Nachdem es vor dem Parteitag überall Regionalkonferenz gab, um die Krise der Partei und die Personaldebatte zu diskutieren, sollte nun in ähnlicher Breite, aber gut vorbereitet, über den Aufbau und die Zukunft der Partei diskutiert werden und die Mitglieder darin einbezogen werden. So könnten in den Basisorganisationen, Ortsvereinen und Kreisverbänden Mitgliederversammlungen mit VertreterInnen des Parteivorstands oder von Landesvorständen durchgeführt werden, sollten regionale Basiskonferenzen und Landesparteitage stattfinden. Vor allem sollten die Vorschläge für Kampagnen mit den Kreisverbänden rückgekoppelt und in einem Diskussionsprozess weiter entwickelt und beschlossen werden. Das wäre ein wichtiger erster Schritt beim demokratischen Umbau der Partei, zu dem auch die Einführung einer jederzeitigen Wähl- und Abwählbarkeit aller FunktionärInnen und die Begrenzung auf Hauptamtlichen-Bezüge und Abgeordneten-Diäten auf einen durchschnittlichen Facharbeiterlohn gehören.
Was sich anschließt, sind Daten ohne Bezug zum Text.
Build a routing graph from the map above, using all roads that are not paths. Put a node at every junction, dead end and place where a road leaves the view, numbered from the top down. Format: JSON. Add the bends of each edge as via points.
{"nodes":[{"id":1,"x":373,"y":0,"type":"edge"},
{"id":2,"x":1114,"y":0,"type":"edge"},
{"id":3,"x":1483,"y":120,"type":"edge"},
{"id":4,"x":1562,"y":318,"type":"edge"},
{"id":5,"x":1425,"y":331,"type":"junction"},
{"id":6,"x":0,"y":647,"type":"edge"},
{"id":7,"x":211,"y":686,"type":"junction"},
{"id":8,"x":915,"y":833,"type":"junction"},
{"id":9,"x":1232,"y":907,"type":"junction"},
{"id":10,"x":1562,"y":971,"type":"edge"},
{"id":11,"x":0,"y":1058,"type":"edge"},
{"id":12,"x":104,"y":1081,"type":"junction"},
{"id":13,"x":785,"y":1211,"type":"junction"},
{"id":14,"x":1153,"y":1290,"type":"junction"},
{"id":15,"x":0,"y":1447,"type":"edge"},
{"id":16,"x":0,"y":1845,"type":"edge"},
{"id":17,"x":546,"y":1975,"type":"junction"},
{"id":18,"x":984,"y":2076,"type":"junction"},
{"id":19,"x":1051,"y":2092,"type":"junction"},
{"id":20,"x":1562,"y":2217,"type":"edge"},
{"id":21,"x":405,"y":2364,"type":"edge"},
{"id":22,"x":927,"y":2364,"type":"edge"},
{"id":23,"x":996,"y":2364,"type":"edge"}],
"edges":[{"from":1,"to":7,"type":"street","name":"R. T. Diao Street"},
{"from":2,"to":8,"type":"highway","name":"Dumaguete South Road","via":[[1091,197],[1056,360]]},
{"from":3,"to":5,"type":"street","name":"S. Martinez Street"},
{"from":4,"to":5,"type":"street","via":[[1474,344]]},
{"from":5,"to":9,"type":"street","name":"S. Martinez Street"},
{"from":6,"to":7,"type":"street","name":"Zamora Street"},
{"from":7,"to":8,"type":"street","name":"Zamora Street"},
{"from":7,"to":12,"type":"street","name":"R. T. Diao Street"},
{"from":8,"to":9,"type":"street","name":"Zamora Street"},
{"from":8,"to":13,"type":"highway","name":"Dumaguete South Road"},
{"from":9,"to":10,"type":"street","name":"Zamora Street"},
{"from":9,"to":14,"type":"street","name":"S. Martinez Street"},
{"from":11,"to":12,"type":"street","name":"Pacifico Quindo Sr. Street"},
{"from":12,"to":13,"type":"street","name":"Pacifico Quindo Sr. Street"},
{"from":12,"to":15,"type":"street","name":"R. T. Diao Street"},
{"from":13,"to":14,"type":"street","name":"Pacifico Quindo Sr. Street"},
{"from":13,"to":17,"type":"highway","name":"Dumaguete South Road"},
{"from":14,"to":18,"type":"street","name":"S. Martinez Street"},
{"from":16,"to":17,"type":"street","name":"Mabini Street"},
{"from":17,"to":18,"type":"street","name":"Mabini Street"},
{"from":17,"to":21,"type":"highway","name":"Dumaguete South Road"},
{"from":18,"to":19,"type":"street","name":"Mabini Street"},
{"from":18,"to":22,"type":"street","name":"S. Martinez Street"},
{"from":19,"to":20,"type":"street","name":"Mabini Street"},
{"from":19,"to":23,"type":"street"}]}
Ein klares Profil als sozialistische Oppositionspartei, engagierte Beteiligung in Gewerkschaften und sozialen Bewegungen, Konzentration auf einige Kampagnen mit radikaler politischer Ausrichtung, ein Ende aller Annäherungsversuche an SPD und Grüne, demokratische Diskussionen und Entscheidungsprozesse – das kann die Basis dafür sein, dass auch neue Mitglieder für die Partei gewonnen werden. Wenn es gelingt deutlich zu machen, dass angesichts der kapitalistischen Weltkrise eine starke linke Partei so dringend nötig ist, wie seit vielen Jahren nicht, kann der Niedergang beendet und der Bundestagswahlkampf zum Ausgangspunkt für eine Stärkung der Partei genommen werden. SAV-Mitglieder werden sich in diesem Sinne in DIE LINKE einbringen.